Task statement:
Using the listing below, give the number of lines in which the string "Landau" appears, and nothing else.
******
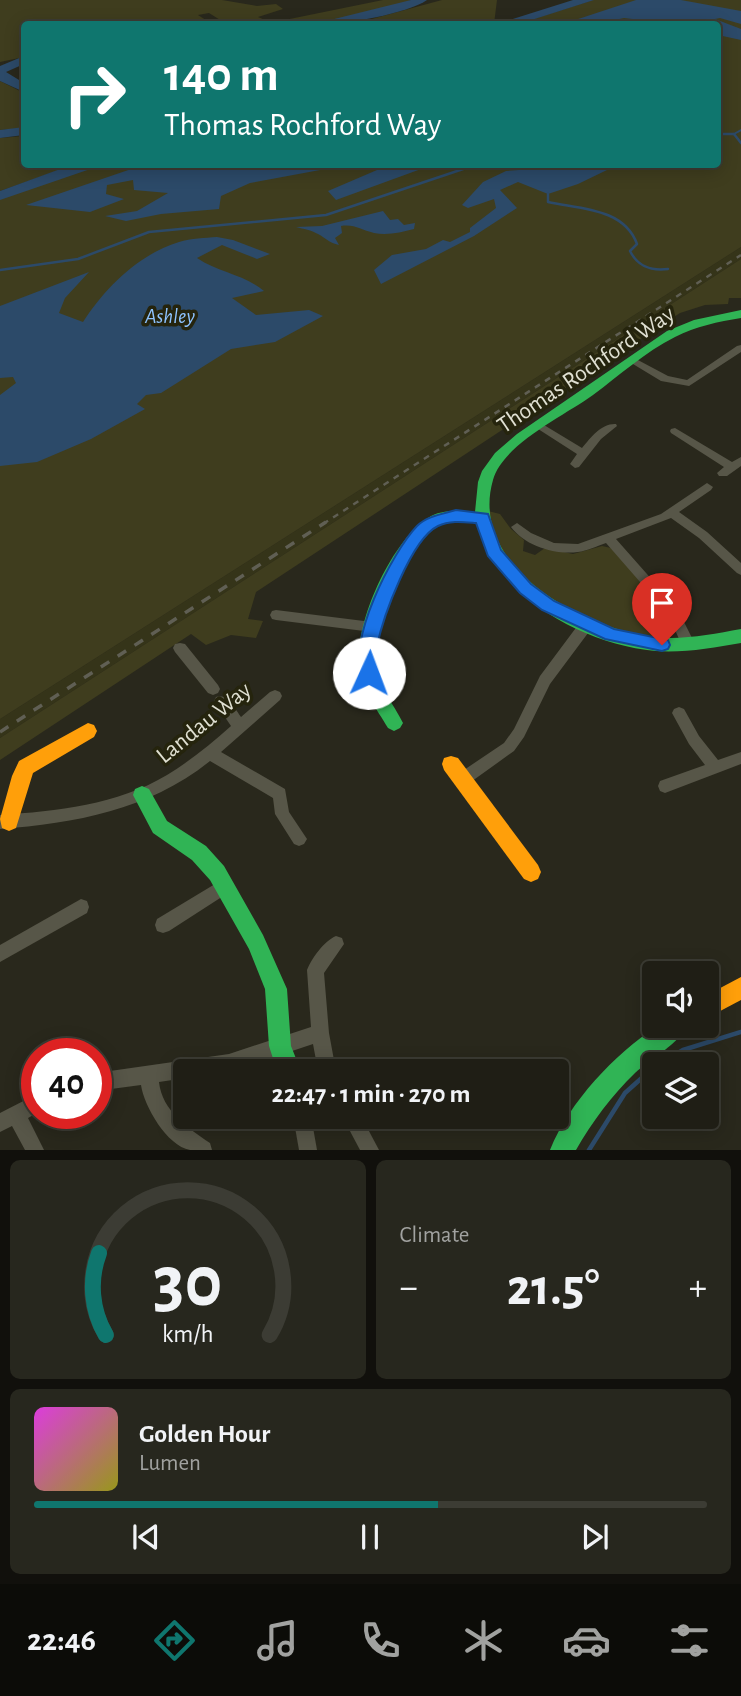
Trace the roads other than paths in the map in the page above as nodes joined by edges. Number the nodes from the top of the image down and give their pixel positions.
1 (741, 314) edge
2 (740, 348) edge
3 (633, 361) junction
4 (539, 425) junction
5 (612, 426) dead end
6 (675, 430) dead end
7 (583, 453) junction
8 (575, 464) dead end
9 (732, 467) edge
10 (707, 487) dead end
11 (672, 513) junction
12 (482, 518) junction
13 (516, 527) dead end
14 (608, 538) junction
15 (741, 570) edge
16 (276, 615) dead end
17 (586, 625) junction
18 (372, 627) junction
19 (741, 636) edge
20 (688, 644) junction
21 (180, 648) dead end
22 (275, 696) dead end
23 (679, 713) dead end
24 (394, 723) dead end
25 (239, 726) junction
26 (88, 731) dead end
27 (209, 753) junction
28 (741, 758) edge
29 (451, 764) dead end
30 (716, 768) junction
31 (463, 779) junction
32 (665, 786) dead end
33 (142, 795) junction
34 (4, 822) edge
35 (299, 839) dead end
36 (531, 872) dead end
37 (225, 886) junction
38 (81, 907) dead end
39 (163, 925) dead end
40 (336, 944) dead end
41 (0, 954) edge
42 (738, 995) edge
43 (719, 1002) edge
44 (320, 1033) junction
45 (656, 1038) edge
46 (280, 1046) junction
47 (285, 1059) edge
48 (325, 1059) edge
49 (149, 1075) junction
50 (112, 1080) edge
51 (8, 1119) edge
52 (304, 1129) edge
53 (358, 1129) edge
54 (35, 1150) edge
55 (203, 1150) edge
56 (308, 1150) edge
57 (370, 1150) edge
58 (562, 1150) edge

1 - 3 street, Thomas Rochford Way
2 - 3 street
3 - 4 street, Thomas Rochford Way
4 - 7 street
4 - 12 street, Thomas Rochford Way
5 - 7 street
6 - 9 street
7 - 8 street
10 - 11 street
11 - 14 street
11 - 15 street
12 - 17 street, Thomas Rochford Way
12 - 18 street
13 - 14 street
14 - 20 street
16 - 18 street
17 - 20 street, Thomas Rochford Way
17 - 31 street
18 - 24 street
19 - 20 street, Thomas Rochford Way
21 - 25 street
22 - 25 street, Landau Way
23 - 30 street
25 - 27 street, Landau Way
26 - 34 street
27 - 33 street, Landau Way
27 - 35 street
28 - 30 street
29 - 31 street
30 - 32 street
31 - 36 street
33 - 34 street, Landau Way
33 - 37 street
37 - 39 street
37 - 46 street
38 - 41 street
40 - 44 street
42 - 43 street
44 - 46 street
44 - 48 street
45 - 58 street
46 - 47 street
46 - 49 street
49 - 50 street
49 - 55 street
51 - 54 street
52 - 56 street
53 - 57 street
******
The completed task:
4